▶ PROBLEM REQUIREMENTS
Transcribe the lines below verbatim, skipping the images.

%%

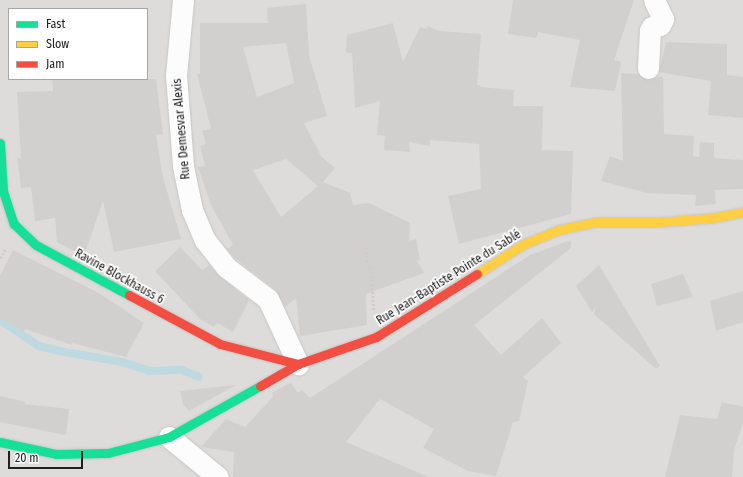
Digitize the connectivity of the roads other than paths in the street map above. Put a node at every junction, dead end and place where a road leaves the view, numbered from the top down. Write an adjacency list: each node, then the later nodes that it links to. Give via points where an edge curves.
1 (183, 0): 6 (street, Rue Demesvar Alexis, via 176,75 182,166 192,210 206,240 226,267 268,299)
2 (654, 0): 3 (street, via 663,19 660,25 650,30)
3 (648, 68)
4 (0, 143): 6 (street, Ravine Blockhauss 6, via 3,191 14,224 36,244 220,344)
5 (743, 212): 6 (street, Rue Jean-Baptiste Pointe du Sablé, via 674,221 622,224 596,222 558,230 524,244 376,337)
6 (298, 364): 7 (street, Rue Jean-Baptiste Pointe du Sablé)
7 (169, 437): 8 (street, Rue Jean-Baptiste Pointe du Sablé, via 108,453 56,454); 9 (street)
8 (0, 442)
9 (218, 477)

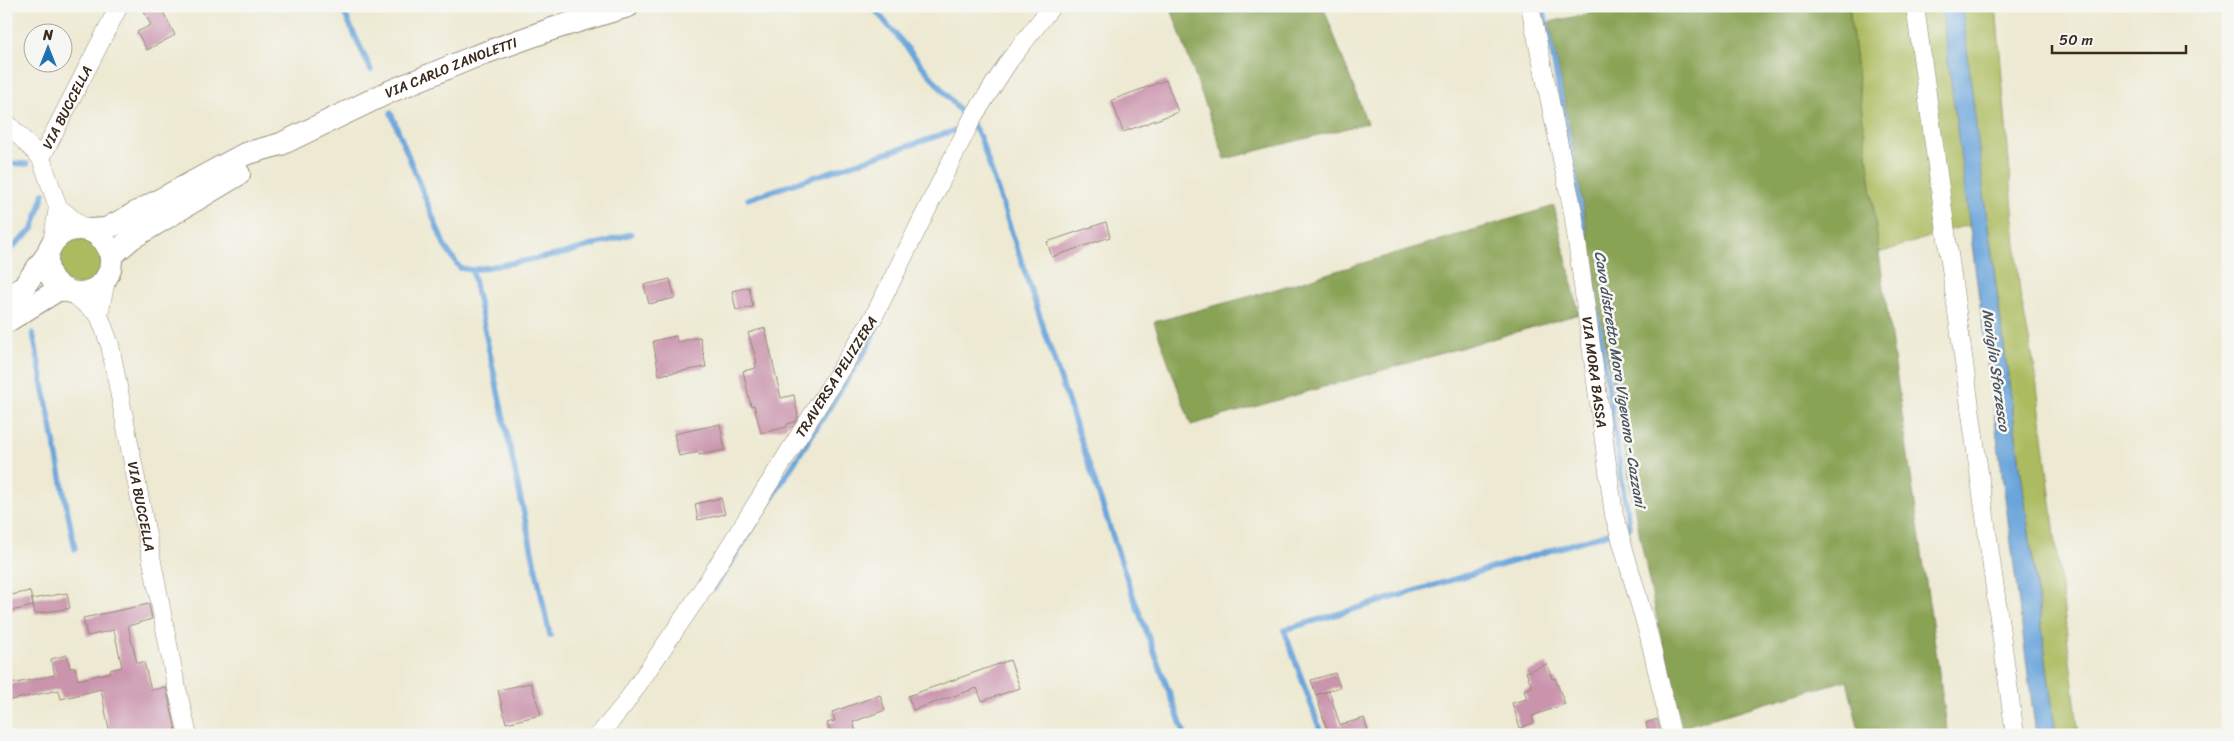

%%

▶ ANSWER FOR THIS EXERCISE
Digitize the connectivity of the roads other than paths in the street map above. Put a node at every junction, dead end and place where a road leaves the view, numbered from the top down. Write an adjacency list: each node, then the later nodes that it links to. Give via points where an edge curves.
1 (183, 0): 6 (street, Rue Demesvar Alexis, via 176,75 182,166 192,210 206,240 226,267 268,299)
2 (654, 0): 3 (street, via 663,19 660,25 650,30)
3 (648, 68)
4 (0, 143): 6 (street, Ravine Blockhauss 6, via 3,191 14,224 36,244 220,344)
5 (743, 212): 6 (street, Rue Jean-Baptiste Pointe du Sablé, via 674,221 622,224 596,222 558,230 524,244 376,337)
6 (298, 364): 7 (street, Rue Jean-Baptiste Pointe du Sablé)
7 (169, 437): 8 (street, Rue Jean-Baptiste Pointe du Sablé, via 108,453 56,454); 9 (street)
8 (0, 442)
9 (218, 477)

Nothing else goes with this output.